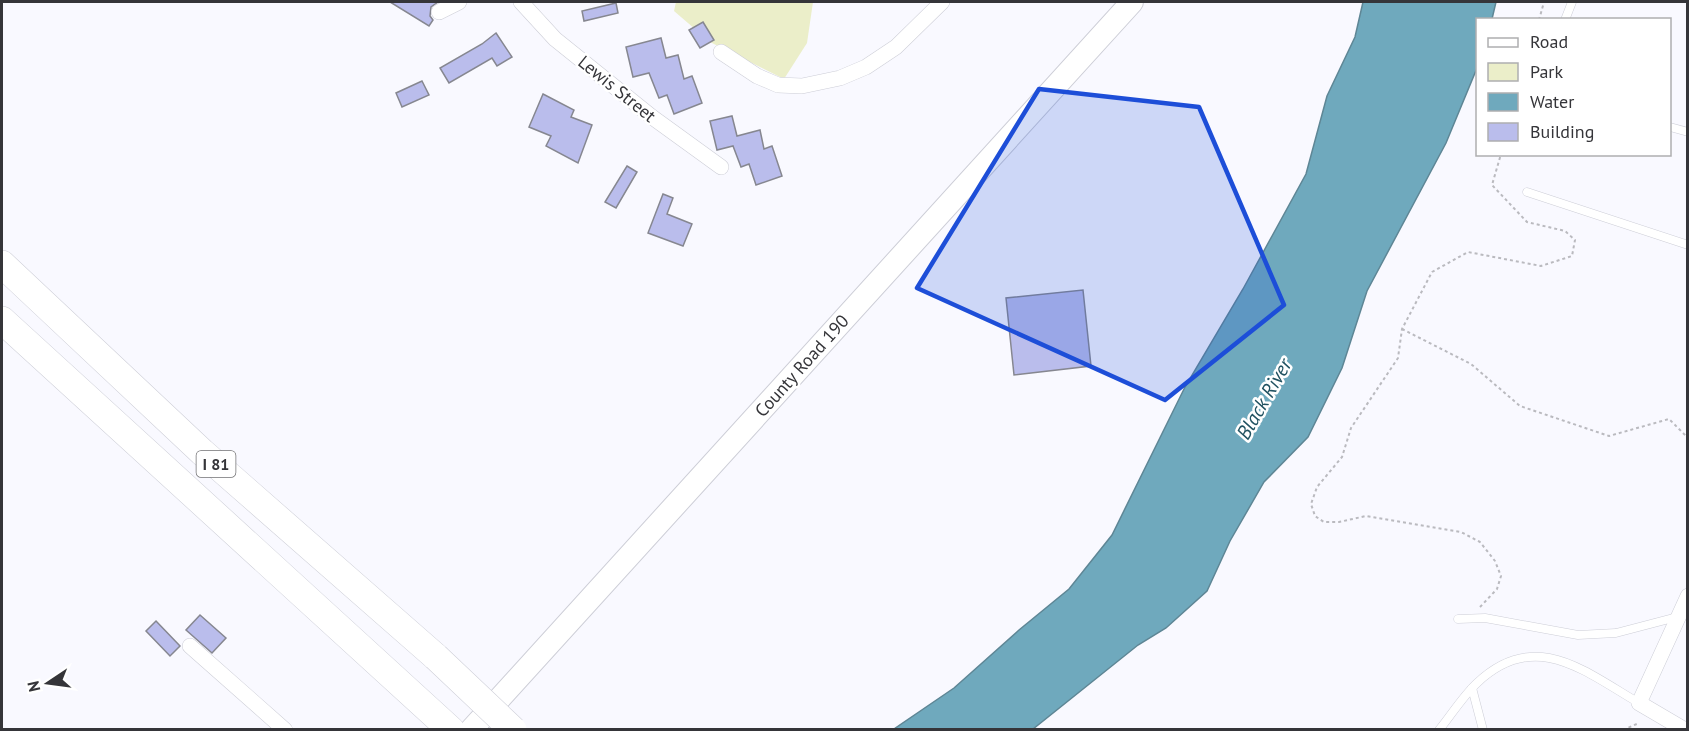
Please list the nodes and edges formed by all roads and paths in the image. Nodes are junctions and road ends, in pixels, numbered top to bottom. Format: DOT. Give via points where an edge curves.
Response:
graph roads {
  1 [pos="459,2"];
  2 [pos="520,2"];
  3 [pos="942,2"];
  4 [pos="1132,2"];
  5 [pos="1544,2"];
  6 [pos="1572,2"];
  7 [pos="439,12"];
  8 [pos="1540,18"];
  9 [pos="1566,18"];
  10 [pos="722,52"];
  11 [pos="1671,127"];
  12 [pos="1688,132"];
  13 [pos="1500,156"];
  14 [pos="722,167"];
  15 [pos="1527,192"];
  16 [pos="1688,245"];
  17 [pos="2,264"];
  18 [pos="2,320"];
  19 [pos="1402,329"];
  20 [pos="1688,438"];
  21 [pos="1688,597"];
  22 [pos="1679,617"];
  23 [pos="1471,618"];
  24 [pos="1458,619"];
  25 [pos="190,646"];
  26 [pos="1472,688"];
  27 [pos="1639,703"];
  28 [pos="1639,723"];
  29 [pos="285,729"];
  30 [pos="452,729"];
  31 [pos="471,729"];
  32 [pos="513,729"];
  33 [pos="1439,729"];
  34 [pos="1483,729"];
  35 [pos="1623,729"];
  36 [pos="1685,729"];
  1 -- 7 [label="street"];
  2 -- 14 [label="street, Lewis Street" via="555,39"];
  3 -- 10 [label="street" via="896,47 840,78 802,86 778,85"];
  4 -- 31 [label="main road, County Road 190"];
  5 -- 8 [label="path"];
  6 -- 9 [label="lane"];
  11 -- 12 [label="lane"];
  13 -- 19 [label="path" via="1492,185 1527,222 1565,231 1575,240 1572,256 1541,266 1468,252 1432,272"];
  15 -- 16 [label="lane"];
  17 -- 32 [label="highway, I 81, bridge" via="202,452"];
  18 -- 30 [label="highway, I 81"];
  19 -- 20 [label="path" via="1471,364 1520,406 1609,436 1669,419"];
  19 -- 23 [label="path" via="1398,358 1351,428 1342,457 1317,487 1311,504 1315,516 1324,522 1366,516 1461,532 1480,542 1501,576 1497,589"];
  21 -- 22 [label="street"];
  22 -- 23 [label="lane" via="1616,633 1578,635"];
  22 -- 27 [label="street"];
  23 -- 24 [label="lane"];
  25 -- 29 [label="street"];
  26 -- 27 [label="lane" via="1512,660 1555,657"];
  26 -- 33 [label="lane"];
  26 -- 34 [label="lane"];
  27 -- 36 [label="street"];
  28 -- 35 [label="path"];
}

• **TASK**
Give back the full listing exactly as written, only without its pictures.

• **ANSWER TO THIS TASK**
Please list the nodes and edges formed by all roads and paths in the image. Nodes are junctions and road ends, in pixels, numbered top to bottom. Format: DOT. Give via points where an edge curves.
Response:
graph roads {
  1 [pos="459,2"];
  2 [pos="520,2"];
  3 [pos="942,2"];
  4 [pos="1132,2"];
  5 [pos="1544,2"];
  6 [pos="1572,2"];
  7 [pos="439,12"];
  8 [pos="1540,18"];
  9 [pos="1566,18"];
  10 [pos="722,52"];
  11 [pos="1671,127"];
  12 [pos="1688,132"];
  13 [pos="1500,156"];
  14 [pos="722,167"];
  15 [pos="1527,192"];
  16 [pos="1688,245"];
  17 [pos="2,264"];
  18 [pos="2,320"];
  19 [pos="1402,329"];
  20 [pos="1688,438"];
  21 [pos="1688,597"];
  22 [pos="1679,617"];
  23 [pos="1471,618"];
  24 [pos="1458,619"];
  25 [pos="190,646"];
  26 [pos="1472,688"];
  27 [pos="1639,703"];
  28 [pos="1639,723"];
  29 [pos="285,729"];
  30 [pos="452,729"];
  31 [pos="471,729"];
  32 [pos="513,729"];
  33 [pos="1439,729"];
  34 [pos="1483,729"];
  35 [pos="1623,729"];
  36 [pos="1685,729"];
  1 -- 7 [label="street"];
  2 -- 14 [label="street, Lewis Street" via="555,39"];
  3 -- 10 [label="street" via="896,47 840,78 802,86 778,85"];
  4 -- 31 [label="main road, County Road 190"];
  5 -- 8 [label="path"];
  6 -- 9 [label="lane"];
  11 -- 12 [label="lane"];
  13 -- 19 [label="path" via="1492,185 1527,222 1565,231 1575,240 1572,256 1541,266 1468,252 1432,272"];
  15 -- 16 [label="lane"];
  17 -- 32 [label="highway, I 81, bridge" via="202,452"];
  18 -- 30 [label="highway, I 81"];
  19 -- 20 [label="path" via="1471,364 1520,406 1609,436 1669,419"];
  19 -- 23 [label="path" via="1398,358 1351,428 1342,457 1317,487 1311,504 1315,516 1324,522 1366,516 1461,532 1480,542 1501,576 1497,589"];
  21 -- 22 [label="street"];
  22 -- 23 [label="lane" via="1616,633 1578,635"];
  22 -- 27 [label="street"];
  23 -- 24 [label="lane"];
  25 -- 29 [label="street"];
  26 -- 27 [label="lane" via="1512,660 1555,657"];
  26 -- 33 [label="lane"];
  26 -- 34 [label="lane"];
  27 -- 36 [label="street"];
  28 -- 35 [label="path"];
}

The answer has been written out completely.